Galp Energia and WPP Explain their Procurement Journeys at BravoConnect

Today, we’ve got a couple of customer stories from the recent BravoConnect event in Madrid (BravoSolution's main customer event).  Those sessions are often a highlight at conferences; there’s nothing like hearing from someone who has actually implemented software and is doing something valuable and practical with it.

Alfredo Figueira from Portuguese oil and gas firm Galp Energia took us on their procurement maturity journey. That started from a largely paper-based procurement process in 2008 through the introduction of BravoSolution for eSourcing, the launch of other capabilities and now the full end-to-end platform and process, incorporating analytics, contract management, vendor management and performance; that also includes using e-Program Management within procurement.

Business intelligence is a priority – analytics focused on procurement alignment with the business, providing the information that supported their activities. But while the journey in terms of process and technology was interesting, Figueira was probably most thought-provoking when he spoke about people issues and the future.

“As technology keeps evolving, finding the right people to work with it will be increasingly difficult”, he claimed. The number of procurement staff has grown with greater spend coverage but will now start to decrease with automation. “We need people who are more strategic, who can adapt to the new role and new environment. And procurement can be seen as a good area for training people for other roles in the organisation”.

He also believes that “one to one price negotiation will decrease because price detail will be more visible”. Procurement experts will look at global supply chains to identify threats and opportunities to create value. They must be capable of working with suppliers positively, abut also able to handle large amounts of information.

And finally, “digital is here to stay, but transformation needs strong commitment from organisation, and effective change management is critical” We should prepare for process automation now, and “find the right people to take advantage of it”.

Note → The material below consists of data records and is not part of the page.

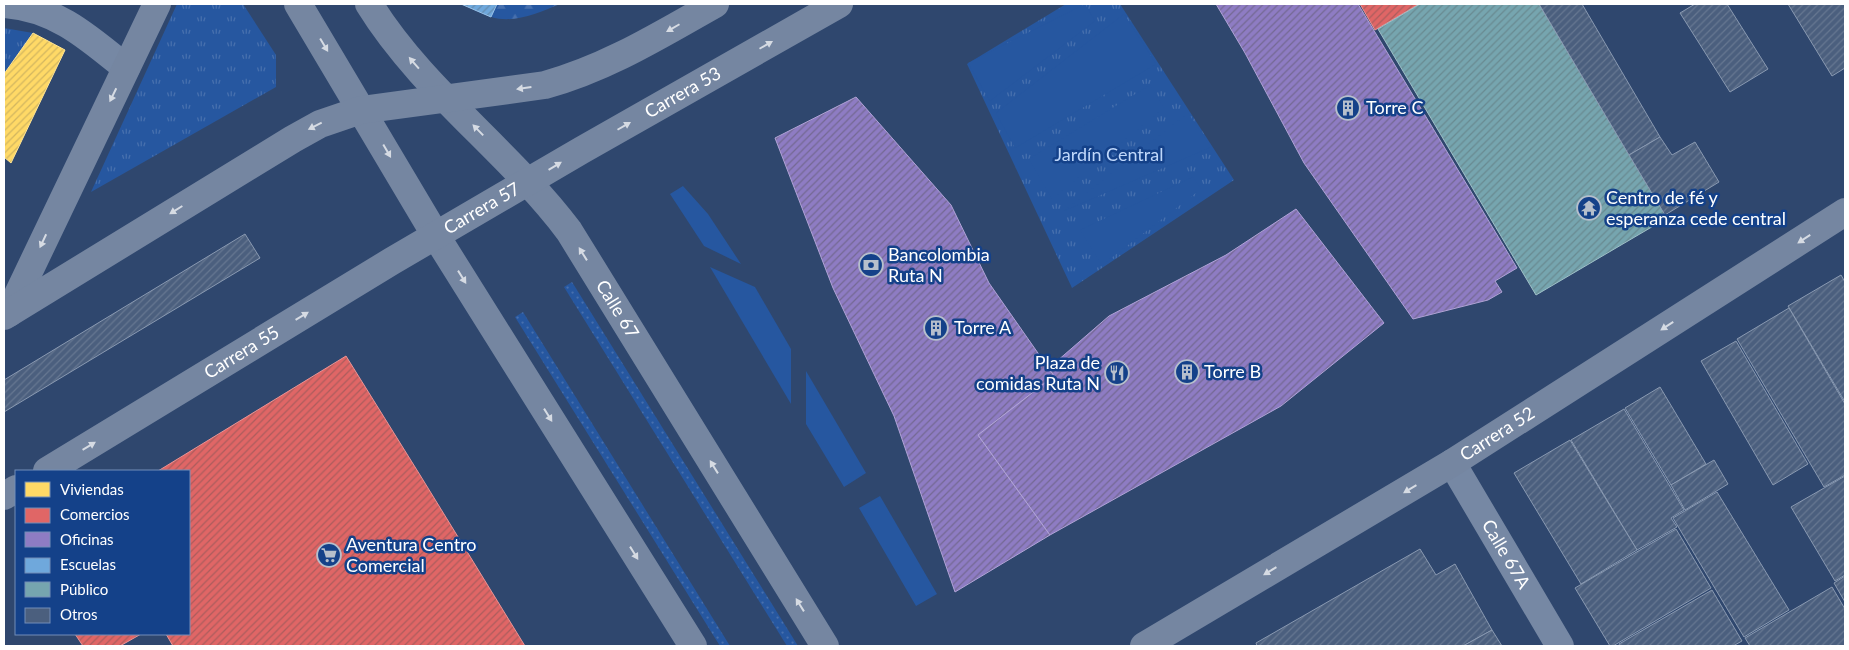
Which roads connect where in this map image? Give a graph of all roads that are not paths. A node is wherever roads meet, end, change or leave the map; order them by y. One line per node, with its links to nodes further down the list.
1 (5, 4): 7 (street)
2 (157, 4): 7 (main road)
3 (298, 4): 9 (main road, one-way to 9)
4 (369, 4): 8 (main road, Calle 67, one-way to 4)
5 (715, 4): 8 (main road, one-way to 8)
6 (839, 4): 10 (main road, Carrera 53, one-way to 6)
7 (126, 68): 13 (main road, one-way to 13)
8 (447, 98): 9 (main road); 10 (main road, Calle 67, one-way to 8)
9 (361, 110): 12 (main road, one-way to 12); 13 (main road, one-way to 13)
10 (528, 182): 12 (main road, Carrera 57); 19 (main road, Calle 67, one-way to 10)
11 (1845, 212): 14 (main road, Carrera 52, one-way to 14)
12 (436, 236): 15 (main road, Carrera 55, one-way to 12); 18 (main road, one-way to 18)
13 (6, 314)
14 (1452, 464): 20 (main road, Carrera 52, one-way to 20); 21 (street, Calle 67A)
15 (49, 470)
16 (15, 490): 17 (main road)
17 (4, 496)
18 (693, 646)
19 (825, 646)
20 (1144, 646)
21 (1560, 646)

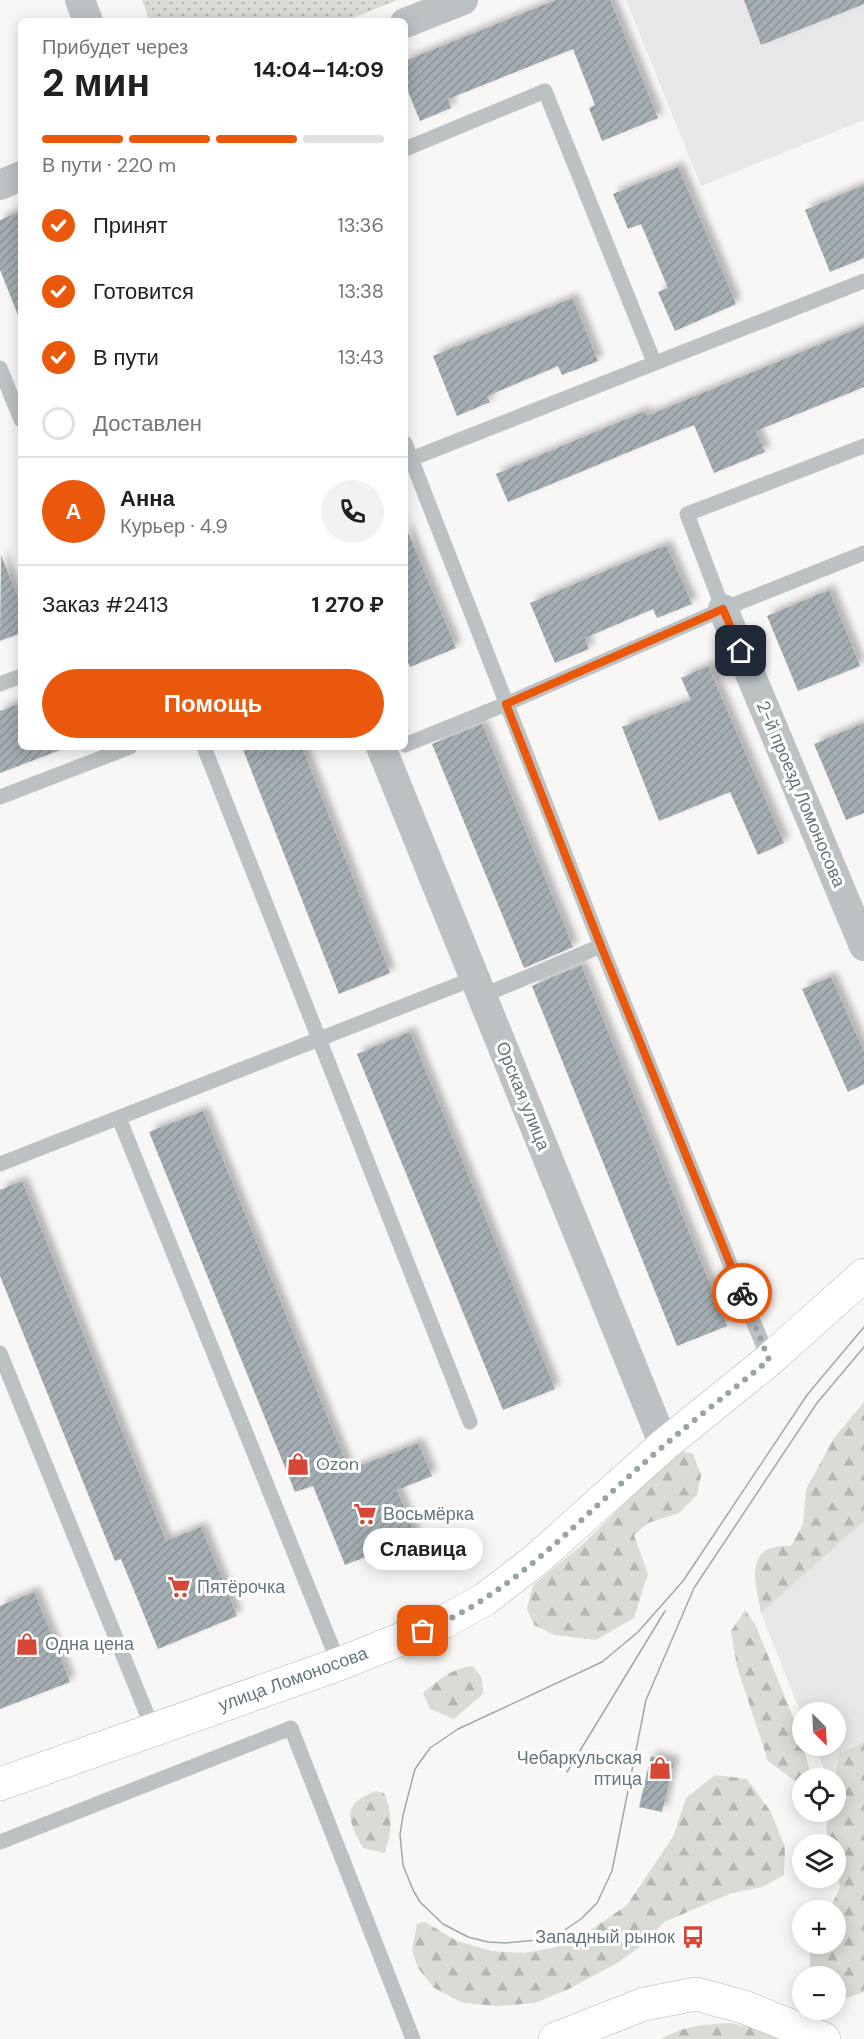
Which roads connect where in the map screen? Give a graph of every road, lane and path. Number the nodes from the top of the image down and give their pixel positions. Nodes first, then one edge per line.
1 (80, 0) edge
2 (464, 0) edge
3 (87, 18) edge
4 (408, 22) edge
5 (408, 147) edge
6 (18, 177) edge
7 (0, 185) edge
8 (864, 281) edge
9 (654, 362) junction
10 (0, 368) edge
11 (18, 413) edge
12 (864, 446) edge
13 (408, 450) edge
14 (411, 459) junction
15 (864, 553) edge
16 (723, 609) junction
17 (18, 677) edge
18 (0, 684) edge
19 (506, 704) junction
20 (408, 742) edge
21 (122, 750) edge
22 (205, 750) edge
23 (393, 750) edge
24 (0, 797) edge
25 (601, 946) junction
26 (864, 946) edge
27 (478, 987) junction
28 (319, 1039) junction
29 (119, 1118) junction
30 (0, 1164) edge
31 (864, 1275) edge
32 (0, 1353) edge
33 (769, 1360) junction
34 (470, 1422) dead end
35 (664, 1444) junction
36 (339, 1664) junction
37 (153, 1730) junction
38 (0, 1784) edge
39 (0, 1842) edge
40 (412, 2039) edge
41 (555, 2039) edge
42 (824, 2039) edge

1 - 3 street
2 - 4 street
5 - 9 lane
6 - 7 street
8 - 9 lane
9 - 14 lane
10 - 11 lane
12 - 16 lane
13 - 14 lane
14 - 19 lane
15 - 16 lane
16 - 19 lane
16 - 26 street, 2-й проезд Ломоносова
17 - 18 lane
19 - 20 lane
19 - 25 lane
21 - 24 lane
22 - 28 lane
23 - 27 street, Орская улица
25 - 27 lane
25 - 33 lane
27 - 28 lane
27 - 35 street, Орская улица
28 - 29 lane
28 - 34 lane
29 - 30 lane
29 - 36 lane
31 - 33 street, улица Ломоносова
32 - 37 lane
33 - 35 street, улица Ломоносова
35 - 36 street, улица Ломоносова
36 - 37 street, улица Ломоносова
37 - 38 street, улица Ломоносова
39 - 40 lane
41 - 42 street

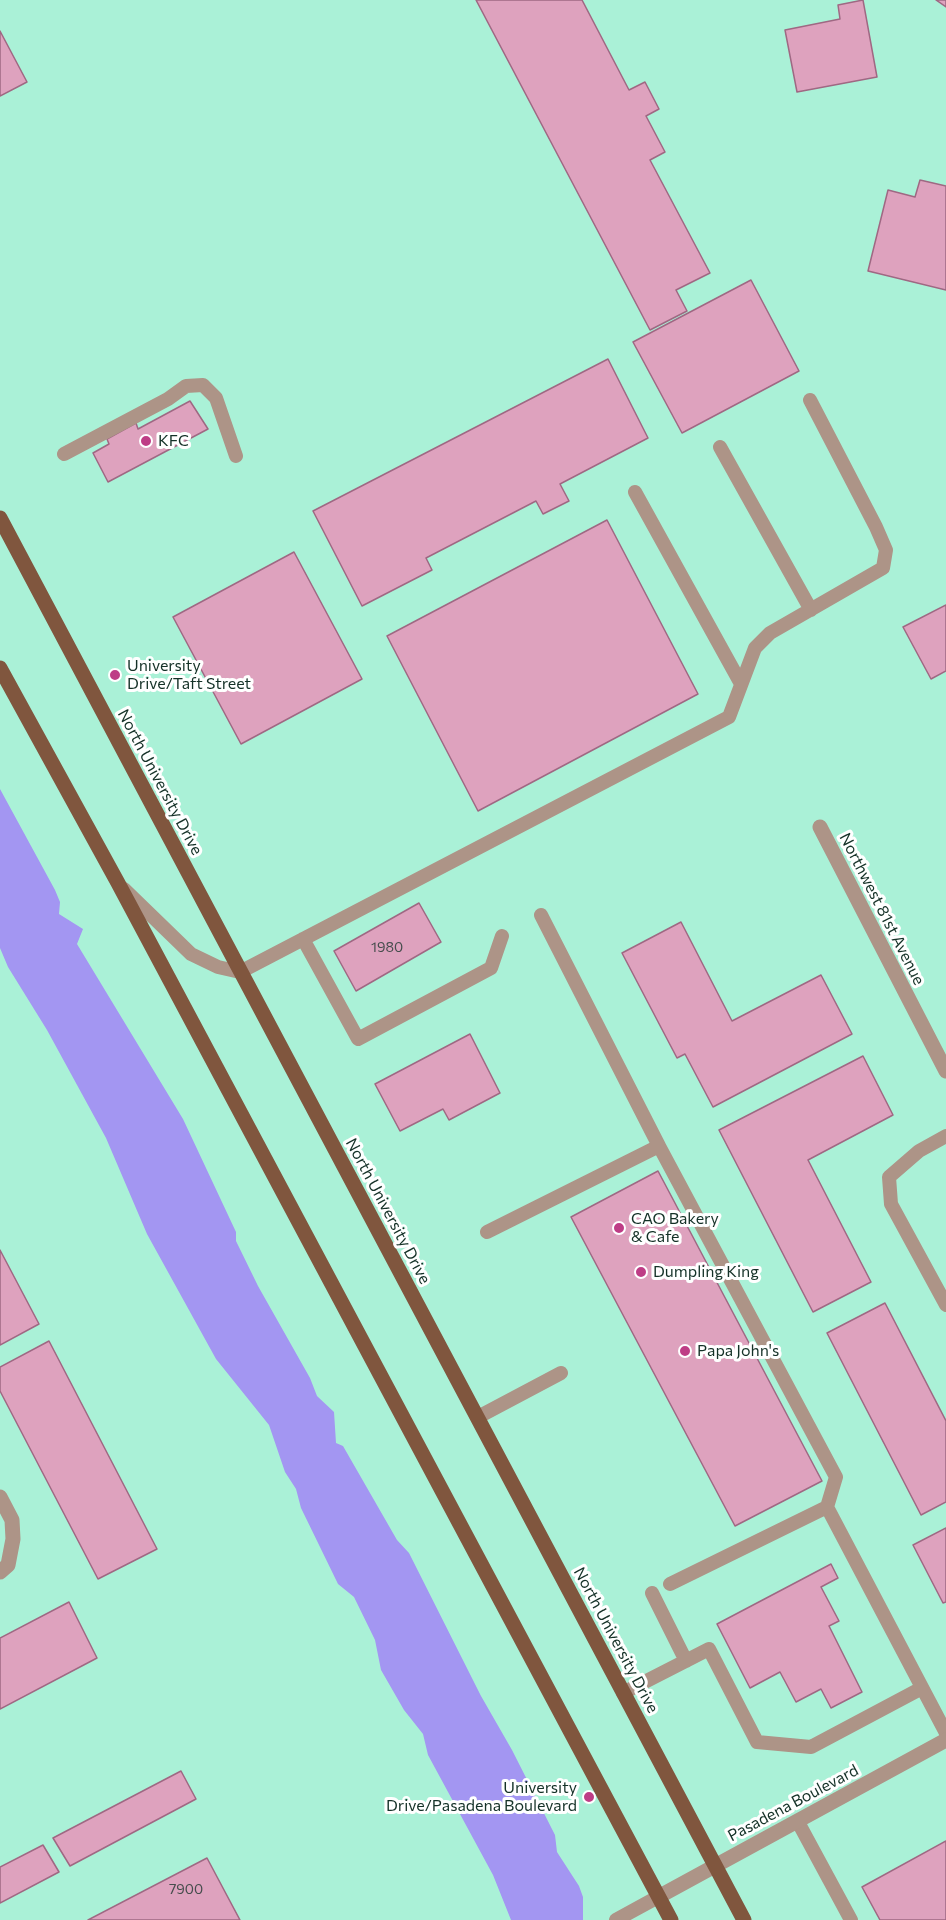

Then we had the excellent Louise Tyldesley from media giant WPP. She leads on procurement technology at the firm, and talked about moving from “spend visibility to delivering actionable insights”. That is a challenge at WPP, a huge firm with billions of third-party spend, much of it in tricky “people-related” categories such as professional services, contingent labour and travel. There are multiple businesses within the group, who sometimes even compete with each other, so getting the holistic view of spend that procurement seeks is not easy.

In the past, she said that spend analysis has been 80% about visibility, and 20% true analytics. The programme has involved 17 implementations, 100+ extract sources, and has achieved 80% coverage. The basics are now in place – procurement can “answer spend questions, record savings, track compliance, and use the data to inform decisions about procurement priorities”. So for instance, in one division, recruitment of their first CPO was justified through analysis of the spend data.

“We should be the people looking at the data and coming up with ideas and activities”, said Tyldesley, who is now focusing on visualisation and insights. Visualising data helps to make it actionable and engages the audience, and the aim is to broaden procurement scope and support demand management in strategic categories. But, she said, the decisions reside in the operating companies and units, not in procurement.

Categories where visualisation and use of spend dashboards have worked well include travel, where users can look at details of spend, benchmark data across WPP companies, examine missed opportunities, and dig down into further detail.  That can get as far as the “top travellers by missed savings” analysis, which must be interesting! Similar work is going on in the contingent labour / freelance management area to look at both costs and analyse risks.

So finally, some key recommendations from Tyldesley in terms of developing an analytics programme.   “Set clear objectives, consider design with interactivity, hire the right people, don’t be afraid to get it wrong but be agile. And make it count”!

While it is clear that the journey towards procurement success at both Galp and WPP has taken time – years not months – these were two pretty inspiring stories for the audience in Madrid, from two impressive practitioners. Critically, both understand that getting the most from procurement technology means focusing on how it can support the business – this is not just about clever systems that operate in a vacuum.